Zum Auftakt der Festveranstaltung „50 Jahre Paralympics in Heidelberg“ spricht Redakteur Daniel Westermann (Fellbach). Sein Vortrag über die damaligen Ereignisse basiert auf seiner Diplomarbeit an der Deutschen Sporthochschule Köln. Sie befasst sich mit der Geschichte dieser Wettkämpfe und ist 2014 in der Schriftenreihe des Stadtarchivs Heidelberg erschienen. Im Anschluss daran beschäftigt sich die Soziologin Nadja Verhoeven (Heidelberg/Freiburg) mit den aktuellen Herausforderungen des Sports für Menschen mit Handicap. Dabei geht es sowohl um deren aktive Sportbetätigung als auch um den gesellschaftlichen Umgang mit Behindertensport. Die Festveranstaltung wurde von einer studentischen Arbeitsgruppe des Masterstudiengangs „Sport und Bewegung über die Lebensspanne“ unter der Leitung von Frederik Borkenhagen geplant und umgesetzt.
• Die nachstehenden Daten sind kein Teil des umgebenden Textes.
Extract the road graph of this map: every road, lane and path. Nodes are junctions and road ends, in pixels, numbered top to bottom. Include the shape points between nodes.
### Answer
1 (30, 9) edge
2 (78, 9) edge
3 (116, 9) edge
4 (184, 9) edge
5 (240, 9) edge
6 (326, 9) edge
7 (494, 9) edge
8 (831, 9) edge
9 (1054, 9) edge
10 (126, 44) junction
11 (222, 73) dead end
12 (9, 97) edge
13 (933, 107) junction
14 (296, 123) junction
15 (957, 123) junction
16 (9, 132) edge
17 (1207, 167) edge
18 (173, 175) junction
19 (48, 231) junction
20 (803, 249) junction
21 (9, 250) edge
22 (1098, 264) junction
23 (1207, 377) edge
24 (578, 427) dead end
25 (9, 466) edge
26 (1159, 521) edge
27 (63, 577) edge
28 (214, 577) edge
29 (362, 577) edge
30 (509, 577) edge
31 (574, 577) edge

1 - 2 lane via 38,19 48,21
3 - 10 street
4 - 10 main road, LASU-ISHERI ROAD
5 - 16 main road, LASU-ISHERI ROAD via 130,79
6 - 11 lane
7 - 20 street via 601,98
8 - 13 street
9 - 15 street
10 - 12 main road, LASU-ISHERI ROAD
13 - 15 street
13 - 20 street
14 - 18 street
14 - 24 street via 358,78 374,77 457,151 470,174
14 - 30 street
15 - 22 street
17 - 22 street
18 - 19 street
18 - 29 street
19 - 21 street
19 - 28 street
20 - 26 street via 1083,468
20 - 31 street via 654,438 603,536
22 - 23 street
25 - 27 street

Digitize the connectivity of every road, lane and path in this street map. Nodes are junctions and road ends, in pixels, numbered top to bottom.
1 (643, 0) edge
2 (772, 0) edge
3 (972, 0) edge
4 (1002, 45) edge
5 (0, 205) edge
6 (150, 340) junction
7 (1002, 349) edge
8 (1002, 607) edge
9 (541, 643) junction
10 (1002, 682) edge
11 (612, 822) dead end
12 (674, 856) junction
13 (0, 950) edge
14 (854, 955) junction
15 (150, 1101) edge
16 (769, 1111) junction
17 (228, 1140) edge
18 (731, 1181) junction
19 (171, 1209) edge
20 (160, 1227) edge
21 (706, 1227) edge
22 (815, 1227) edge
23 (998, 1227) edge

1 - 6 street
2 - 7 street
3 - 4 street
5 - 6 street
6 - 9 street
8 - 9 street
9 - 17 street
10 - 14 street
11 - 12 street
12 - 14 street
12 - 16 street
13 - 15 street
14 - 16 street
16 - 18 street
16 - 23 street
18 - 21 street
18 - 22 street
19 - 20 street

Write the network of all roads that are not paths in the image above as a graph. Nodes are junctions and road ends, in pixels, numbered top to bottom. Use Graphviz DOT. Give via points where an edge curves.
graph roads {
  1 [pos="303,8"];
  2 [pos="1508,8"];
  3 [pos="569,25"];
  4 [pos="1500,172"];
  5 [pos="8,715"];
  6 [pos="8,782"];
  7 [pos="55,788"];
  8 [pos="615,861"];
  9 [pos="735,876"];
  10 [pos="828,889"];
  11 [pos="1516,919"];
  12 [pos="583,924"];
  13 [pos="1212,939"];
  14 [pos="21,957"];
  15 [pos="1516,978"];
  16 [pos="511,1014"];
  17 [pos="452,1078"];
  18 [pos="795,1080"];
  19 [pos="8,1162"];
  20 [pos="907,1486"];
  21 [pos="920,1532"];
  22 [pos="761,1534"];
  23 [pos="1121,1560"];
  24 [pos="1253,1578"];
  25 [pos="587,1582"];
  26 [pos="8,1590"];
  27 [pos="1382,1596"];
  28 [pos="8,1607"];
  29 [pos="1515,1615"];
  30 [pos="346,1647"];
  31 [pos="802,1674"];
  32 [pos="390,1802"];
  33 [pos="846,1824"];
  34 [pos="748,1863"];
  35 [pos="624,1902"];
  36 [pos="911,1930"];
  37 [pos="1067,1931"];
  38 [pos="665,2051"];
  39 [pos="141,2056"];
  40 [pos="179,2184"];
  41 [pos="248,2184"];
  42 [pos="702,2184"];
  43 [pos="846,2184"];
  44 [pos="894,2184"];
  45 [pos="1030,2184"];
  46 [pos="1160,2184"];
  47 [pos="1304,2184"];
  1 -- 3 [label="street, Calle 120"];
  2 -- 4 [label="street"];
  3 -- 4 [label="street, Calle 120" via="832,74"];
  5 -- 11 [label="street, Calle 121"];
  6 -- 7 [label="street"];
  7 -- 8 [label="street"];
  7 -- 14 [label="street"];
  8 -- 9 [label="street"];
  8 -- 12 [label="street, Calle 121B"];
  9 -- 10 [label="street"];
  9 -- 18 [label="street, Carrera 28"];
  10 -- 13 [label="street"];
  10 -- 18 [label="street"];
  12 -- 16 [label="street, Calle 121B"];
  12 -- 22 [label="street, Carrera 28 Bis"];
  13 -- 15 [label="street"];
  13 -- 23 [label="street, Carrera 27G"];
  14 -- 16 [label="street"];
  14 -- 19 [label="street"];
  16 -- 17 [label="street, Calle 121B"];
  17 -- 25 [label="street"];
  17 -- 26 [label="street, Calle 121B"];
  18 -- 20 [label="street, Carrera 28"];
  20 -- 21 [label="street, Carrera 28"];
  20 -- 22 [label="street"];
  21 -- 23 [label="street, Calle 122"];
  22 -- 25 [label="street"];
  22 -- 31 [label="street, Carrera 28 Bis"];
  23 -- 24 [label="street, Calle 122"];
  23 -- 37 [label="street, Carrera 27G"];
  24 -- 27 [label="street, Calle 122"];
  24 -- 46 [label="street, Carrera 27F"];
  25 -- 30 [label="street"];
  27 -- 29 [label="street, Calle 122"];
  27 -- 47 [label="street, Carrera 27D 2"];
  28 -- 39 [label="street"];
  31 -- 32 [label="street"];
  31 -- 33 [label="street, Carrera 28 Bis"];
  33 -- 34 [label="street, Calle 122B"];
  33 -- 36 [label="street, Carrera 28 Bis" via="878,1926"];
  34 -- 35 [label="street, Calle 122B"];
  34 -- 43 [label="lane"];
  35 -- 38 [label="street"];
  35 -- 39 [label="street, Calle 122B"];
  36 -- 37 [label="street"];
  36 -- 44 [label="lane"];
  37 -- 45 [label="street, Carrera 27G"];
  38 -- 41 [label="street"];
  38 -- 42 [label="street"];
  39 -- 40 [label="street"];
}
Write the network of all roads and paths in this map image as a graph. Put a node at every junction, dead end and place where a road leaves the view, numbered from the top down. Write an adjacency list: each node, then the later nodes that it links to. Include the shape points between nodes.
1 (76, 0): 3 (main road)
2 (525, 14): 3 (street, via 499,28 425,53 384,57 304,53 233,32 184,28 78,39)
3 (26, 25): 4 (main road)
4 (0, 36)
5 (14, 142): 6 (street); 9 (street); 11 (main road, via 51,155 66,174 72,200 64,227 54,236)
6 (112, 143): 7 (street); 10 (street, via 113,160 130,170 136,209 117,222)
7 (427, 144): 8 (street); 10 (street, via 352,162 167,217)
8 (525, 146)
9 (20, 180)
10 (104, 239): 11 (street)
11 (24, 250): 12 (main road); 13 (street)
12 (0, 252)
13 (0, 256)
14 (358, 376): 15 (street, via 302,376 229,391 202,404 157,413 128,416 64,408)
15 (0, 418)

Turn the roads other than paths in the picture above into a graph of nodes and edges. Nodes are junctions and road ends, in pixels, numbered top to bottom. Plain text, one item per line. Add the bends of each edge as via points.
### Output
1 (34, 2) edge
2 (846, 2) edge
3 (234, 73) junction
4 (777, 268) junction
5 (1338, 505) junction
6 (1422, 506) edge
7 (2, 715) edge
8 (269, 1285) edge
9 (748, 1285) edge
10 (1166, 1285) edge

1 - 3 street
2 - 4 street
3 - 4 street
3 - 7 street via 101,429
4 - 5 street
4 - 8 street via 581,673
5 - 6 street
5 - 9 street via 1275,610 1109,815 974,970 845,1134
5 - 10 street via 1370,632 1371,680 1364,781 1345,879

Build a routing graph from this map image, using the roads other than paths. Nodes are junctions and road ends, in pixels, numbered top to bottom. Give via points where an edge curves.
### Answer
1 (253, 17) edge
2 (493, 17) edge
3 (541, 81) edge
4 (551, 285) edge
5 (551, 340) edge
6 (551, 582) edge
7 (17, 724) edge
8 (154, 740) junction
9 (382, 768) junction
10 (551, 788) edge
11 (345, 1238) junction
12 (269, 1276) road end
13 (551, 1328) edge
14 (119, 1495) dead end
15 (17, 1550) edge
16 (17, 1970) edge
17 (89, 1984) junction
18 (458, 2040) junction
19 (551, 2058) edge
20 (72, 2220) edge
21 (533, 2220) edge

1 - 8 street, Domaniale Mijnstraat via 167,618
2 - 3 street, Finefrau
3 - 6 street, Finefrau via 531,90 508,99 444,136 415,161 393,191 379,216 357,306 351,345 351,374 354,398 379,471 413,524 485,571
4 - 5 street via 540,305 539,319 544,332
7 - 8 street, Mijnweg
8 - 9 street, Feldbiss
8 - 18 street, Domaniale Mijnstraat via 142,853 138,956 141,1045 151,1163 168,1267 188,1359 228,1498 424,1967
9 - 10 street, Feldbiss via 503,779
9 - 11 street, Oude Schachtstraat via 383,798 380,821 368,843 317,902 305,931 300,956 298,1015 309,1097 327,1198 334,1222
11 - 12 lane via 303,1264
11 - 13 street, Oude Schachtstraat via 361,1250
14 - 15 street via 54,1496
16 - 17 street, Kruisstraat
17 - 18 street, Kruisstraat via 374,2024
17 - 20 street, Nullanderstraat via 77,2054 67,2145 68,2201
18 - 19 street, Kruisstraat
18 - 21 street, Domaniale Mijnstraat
Sie findet im Hörsaal des Instituts für Sport und Sportwissenschaft, Im Neuenheimer Feld 700, statt. Beginn ist um 17 Uhr.

Der Festveranstaltung voraus geht ein Angebot zum aktiven Kennenlernen von inklusiven Sportarten. In zwei Workshops, die am 30. Juli tagsüber jeweils zweimal angeboten werden, können Interessierte am ISSW die Sportarten Rollstuhlbasketball und Sitzvolleyball kennenlernen und praktisch erproben. Zwei ausgewiesene Experten – Nadja Verhoeven (Rollstuhlbasketball) und Rudi Sonnenbichler (Sitzvolleyball) – leiten die Veranstaltungen, die um 12.00 und um 14.00 Uhr beginnen. Die Anzahl der Teilnehmer ist begrenzt. Eine Anmeldung ist bis zum 28. Juli per E-Mail an workshops@issw.uni-heidelberg.de möglich.

Dem Sportereignis von 1972 ist auch eine kleine Ausstellung gewidmet. Sie ist im Institut für Sport und Sportwissenschaft, Im Neuenheimer Feld 700, noch bis Ende des Jahres zu sehen. Mit Unterstützung des Stadtarchivs Heidelberg werden dort vor allem Fotos und Zeitungsausschnitte präsentiert. Die Ausstellung ist an Werktagen von 8.00 bis 18.00 Uhr geöffnet.

Die sportlichen Wettkämpfe von Menschen mit Handicap gehen zurück auf Professor Ludwig Guttmann, der als Vater der modernen Querschnittsgelähmten-Behandlung gilt. Anfang der 1940er Jahre errichtete er in Stoke Mandeville (Großbritannien) ein nationales Zentrum zur Behandlung von Querschnittsgelähmten, da er die entscheidende therapeutische Bedeutung einer regelmäßigen sportlichen Betätigung erkannte. Daraus entwickelte sich der Leistungssport, der seine organisierte Form in den „Stoke Mandeville Games“ fand. Diese Spiele wurden 1948 zum ersten Mal ausgetragen und fanden von da an jährlich ausschließlich in der kleinen Stadt nordwestlich von London statt, bevor sie ab 1960 in Rom im Olympiaturnus von vier Jahren und zugleich im jeweiligen Austragungsland der Olympischen Spiele durchgeführt wurden. Seit den Sommerspielen von Seoul 1988, wo mit mehr als 3.000 Teilnehmern aus über 60 Ländern ein neuer Rekord verbucht wurde, spricht man von den „Paralympics“.